Kegiatan ini diikuti oleh sejumlah dosen dari berbagai program studi, namun dosen Tadris Bahasa Inggris tampil sebagai peserta terbanyak dan paling aktif dalam diskusi. Partisipasi dominan ini memperlihatkan keseriusan TBI dalam memperluas cakrawala keilmuan, terutama dalam bidang linguistik terapan dan analisis wacana. Dosen TBI tidak hanya hadir sebagai peserta pasif, tetapi juga memberikan kontribusi pemikiran kritis selama sesi tanya jawab dan diskusi kelompok.
Kepala UPT Pengembangan Bahasa, Dra. Sofkhatin Khumaidah, M.Ed., Ph.D., menyampaikan apresiasi terhadap semangat dosen TBI. “Kami sangat bangga melihat dosen TBI hadir dengan antusias dan aktif terlibat dalam setiap sesi. Ini menunjukkan bahwa TBI memiliki budaya akademik yang kuat dan terus berkembang,” ujarnya.
Workshop ini menghadirkan pemateri ahli dalam bidang analisis wacana kritis, yang memberikan penjelasan mendalam mengenai berbagai pendekatan CDA seperti model Norman Fairclough, Teun van Dijk, dan Ruth Wodak. Para peserta diajak untuk mengaplikasikan teori-teori tersebut dalam menganalisis teks media, wacana pendidikan, dan fenomena sosial yang relevan dengan konteks Indonesia. Dosen TBI menunjukkan keunggulannya dalam menghubungkan teori dengan praktik melalui berbagai contoh analisis yang tajam dan aplikatif.
Koordinator Program Studi Tadris Bahasa Inggris, Dewi Nurul Qomariyah, S.S., M.Pd., menyampaikan dukungan penuh terhadap kegiatan ini. “Kami mendorong seluruh dosen TBI untuk terus aktif dalam pelatihan dan workshop seperti ini. Critical Discourse Analysis merupakan pendekatan penting yang tidak hanya memperkaya riset dosen, tetapi juga bisa diterapkan dalam pengajaran untuk membentuk mahasiswa yang kritis terhadap wacana di sekitarnya,” tutur beliau.

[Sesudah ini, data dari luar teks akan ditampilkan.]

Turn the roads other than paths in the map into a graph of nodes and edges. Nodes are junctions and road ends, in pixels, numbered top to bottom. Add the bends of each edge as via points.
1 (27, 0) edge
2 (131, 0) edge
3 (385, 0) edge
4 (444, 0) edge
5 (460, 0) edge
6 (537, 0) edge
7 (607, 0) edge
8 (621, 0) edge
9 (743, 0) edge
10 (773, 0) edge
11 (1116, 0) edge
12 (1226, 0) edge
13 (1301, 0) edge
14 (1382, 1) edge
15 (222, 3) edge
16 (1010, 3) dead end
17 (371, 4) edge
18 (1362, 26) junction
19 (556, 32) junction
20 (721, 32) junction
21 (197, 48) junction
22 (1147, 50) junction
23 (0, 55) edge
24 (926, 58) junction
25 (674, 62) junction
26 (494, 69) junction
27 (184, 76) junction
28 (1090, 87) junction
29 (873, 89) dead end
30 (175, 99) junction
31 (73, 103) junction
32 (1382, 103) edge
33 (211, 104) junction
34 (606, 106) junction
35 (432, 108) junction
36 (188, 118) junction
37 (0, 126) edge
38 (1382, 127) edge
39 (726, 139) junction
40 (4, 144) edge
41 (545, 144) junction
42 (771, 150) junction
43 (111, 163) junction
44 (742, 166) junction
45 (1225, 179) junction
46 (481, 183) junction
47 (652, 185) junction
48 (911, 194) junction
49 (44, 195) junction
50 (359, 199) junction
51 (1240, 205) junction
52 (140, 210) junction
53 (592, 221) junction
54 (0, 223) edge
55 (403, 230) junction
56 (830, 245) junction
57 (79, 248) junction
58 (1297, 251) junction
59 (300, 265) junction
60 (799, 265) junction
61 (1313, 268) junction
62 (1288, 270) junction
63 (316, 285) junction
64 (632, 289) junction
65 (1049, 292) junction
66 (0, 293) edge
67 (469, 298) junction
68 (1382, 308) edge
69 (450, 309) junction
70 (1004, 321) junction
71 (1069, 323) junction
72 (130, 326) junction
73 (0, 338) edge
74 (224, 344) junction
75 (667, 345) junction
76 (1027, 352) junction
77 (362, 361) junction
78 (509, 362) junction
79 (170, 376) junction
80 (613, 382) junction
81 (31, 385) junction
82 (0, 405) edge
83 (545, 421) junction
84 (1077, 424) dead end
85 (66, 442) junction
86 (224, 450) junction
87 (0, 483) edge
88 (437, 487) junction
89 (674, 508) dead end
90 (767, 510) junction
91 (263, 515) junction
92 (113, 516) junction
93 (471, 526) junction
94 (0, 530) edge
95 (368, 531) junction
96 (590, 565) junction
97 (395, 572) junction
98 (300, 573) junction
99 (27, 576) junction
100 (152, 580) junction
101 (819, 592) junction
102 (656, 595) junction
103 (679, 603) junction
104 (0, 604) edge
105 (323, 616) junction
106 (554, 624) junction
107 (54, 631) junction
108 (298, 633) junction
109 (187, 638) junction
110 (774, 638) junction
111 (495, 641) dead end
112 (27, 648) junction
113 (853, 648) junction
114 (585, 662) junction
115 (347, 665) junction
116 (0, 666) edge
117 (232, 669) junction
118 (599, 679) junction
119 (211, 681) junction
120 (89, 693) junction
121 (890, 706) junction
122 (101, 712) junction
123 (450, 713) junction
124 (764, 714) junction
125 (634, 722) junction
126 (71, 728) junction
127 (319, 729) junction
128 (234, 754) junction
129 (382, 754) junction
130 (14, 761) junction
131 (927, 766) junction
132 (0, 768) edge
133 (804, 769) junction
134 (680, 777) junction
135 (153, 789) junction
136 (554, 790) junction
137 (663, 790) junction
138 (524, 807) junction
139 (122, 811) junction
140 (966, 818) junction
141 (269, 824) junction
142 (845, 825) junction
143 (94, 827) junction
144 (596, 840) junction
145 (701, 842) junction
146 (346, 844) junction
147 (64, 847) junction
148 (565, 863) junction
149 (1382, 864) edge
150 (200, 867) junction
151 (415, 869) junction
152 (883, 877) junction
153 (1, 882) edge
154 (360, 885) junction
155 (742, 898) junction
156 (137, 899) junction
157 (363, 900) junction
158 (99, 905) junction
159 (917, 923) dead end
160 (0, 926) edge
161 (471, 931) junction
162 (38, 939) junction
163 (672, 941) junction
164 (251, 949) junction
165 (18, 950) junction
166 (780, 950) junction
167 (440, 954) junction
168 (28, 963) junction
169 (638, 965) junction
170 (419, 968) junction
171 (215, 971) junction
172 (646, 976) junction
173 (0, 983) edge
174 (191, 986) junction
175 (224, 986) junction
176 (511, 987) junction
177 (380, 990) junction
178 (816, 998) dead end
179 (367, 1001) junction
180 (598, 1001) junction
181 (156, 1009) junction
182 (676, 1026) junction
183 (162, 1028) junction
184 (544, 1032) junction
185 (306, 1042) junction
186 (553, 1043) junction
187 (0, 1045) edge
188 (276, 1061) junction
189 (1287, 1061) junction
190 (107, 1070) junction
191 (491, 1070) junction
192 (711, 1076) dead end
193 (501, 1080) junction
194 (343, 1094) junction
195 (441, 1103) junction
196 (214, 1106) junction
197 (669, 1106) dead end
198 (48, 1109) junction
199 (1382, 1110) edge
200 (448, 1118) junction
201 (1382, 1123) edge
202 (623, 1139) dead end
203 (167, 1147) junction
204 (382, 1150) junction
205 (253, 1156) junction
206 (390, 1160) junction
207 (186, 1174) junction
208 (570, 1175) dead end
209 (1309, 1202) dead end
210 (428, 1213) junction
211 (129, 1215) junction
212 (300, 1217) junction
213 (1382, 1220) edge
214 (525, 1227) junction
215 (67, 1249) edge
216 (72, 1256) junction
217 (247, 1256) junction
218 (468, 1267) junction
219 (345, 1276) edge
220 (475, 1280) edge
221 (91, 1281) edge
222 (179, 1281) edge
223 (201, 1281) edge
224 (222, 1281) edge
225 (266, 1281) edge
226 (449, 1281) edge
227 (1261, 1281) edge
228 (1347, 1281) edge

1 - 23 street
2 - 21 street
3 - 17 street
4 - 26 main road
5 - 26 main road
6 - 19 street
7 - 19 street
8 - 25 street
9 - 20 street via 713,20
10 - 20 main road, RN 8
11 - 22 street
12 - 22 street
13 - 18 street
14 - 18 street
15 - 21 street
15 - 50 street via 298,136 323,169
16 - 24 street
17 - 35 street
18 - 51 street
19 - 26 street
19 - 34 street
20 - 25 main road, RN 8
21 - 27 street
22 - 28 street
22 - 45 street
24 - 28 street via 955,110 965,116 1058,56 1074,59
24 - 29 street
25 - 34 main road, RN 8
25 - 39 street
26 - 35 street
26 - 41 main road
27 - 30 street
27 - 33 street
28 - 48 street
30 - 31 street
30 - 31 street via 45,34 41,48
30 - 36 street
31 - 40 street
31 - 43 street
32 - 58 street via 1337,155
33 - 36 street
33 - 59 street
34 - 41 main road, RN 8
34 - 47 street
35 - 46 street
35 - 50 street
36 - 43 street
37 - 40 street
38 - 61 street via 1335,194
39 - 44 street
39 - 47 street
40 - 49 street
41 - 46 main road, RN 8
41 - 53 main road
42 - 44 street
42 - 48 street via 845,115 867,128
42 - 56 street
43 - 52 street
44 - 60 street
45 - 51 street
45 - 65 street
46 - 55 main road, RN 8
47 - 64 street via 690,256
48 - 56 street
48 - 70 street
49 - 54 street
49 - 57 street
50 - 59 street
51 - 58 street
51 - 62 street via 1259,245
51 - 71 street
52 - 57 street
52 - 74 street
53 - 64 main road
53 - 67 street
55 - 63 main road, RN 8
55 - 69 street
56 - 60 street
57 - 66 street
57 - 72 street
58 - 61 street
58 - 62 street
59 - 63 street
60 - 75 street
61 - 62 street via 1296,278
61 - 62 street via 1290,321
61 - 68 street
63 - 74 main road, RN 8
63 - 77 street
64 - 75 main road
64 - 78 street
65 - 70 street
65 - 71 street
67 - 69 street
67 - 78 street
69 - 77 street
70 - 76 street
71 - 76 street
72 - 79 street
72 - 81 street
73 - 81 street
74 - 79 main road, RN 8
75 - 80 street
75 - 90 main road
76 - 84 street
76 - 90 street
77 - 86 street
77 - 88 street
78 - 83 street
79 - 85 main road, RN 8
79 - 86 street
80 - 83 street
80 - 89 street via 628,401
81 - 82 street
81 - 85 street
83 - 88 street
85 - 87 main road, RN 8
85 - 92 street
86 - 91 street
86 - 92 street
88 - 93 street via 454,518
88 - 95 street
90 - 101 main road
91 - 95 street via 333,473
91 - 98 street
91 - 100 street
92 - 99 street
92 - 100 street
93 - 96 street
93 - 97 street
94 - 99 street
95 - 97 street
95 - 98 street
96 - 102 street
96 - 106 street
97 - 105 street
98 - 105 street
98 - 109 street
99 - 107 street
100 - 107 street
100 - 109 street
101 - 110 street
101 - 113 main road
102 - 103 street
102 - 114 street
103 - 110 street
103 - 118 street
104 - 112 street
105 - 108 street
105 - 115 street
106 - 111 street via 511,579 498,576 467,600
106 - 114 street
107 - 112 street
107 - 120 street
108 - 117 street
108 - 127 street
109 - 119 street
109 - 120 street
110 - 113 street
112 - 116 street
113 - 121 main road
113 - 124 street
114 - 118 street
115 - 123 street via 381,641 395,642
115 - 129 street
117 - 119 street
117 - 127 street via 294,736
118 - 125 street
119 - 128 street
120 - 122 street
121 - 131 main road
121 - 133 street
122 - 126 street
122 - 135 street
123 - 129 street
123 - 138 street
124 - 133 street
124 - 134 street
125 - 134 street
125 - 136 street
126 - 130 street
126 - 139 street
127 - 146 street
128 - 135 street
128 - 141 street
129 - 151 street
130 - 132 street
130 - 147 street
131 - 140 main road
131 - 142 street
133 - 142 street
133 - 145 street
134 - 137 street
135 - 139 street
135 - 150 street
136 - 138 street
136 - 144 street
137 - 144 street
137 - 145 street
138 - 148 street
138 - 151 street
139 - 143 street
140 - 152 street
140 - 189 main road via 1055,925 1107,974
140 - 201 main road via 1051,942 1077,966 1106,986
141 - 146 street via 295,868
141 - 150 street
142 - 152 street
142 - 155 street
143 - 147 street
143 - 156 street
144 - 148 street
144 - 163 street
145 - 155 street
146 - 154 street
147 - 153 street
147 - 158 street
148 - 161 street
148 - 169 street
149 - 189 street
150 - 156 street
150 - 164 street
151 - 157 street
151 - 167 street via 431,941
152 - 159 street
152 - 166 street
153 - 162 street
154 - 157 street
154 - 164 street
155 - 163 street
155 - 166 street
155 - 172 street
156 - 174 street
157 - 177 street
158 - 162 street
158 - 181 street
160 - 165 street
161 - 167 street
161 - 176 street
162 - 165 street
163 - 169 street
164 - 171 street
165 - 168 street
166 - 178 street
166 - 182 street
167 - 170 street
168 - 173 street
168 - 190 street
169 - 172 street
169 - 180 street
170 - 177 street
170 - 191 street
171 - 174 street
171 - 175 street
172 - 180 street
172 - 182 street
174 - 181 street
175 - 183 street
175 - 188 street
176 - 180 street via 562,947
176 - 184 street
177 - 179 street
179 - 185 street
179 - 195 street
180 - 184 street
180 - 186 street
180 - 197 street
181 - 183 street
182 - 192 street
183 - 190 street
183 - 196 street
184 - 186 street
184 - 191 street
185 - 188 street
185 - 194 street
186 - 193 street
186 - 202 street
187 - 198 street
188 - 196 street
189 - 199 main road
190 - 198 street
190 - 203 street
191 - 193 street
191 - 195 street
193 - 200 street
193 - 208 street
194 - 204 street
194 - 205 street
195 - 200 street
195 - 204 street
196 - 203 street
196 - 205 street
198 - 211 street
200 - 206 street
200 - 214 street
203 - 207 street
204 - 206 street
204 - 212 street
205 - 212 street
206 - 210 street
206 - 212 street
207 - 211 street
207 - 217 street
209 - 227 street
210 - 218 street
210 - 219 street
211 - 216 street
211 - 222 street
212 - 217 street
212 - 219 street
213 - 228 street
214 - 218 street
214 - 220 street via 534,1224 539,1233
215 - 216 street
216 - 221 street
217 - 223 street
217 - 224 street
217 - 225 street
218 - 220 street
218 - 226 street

Selain memperkuat wawasan teoritis, workshop ini juga membuka peluang kolaborasi penelitian lintas bidang. Banyak dosen TBI yang menginisiasi ide-ide penelitian kolaboratif setelah mengikuti sesi diskusi, terutama yang berkaitan dengan analisis wacana media, pendidikan, dan budaya.
Dengan dominasi keikutsertaan dosen TBI dalam kegiatan ini, Prodi Tadris Bahasa Inggris membuktikan peran strategisnya dalam mengembangkan tradisi keilmuan di lingkungan UIN KHAS Jember. Partisipasi aktif ini menjadi indikator bahwa TBI tidak hanya fokus pada pengajaran di kelas, tetapi juga pada penguatan kompetensi riset dan analisis kritis sebagai bagian dari tanggung jawab akademik.
Melalui workshop ini, TBI semakin mengukuhkan diri sebagai salah satu program studi yang adaptif, progresif, dan berorientasi pada pengembangan ilmu pengetahuan. Kolaborasi antara dosen TBI dan UPT Pengembangan Bahasa diharapkan dapat terus berlanjut dalam berbagai bentuk kegiatan akademik lainnya untuk menciptakan atmosfer ilmiah yang dinamis di kampus.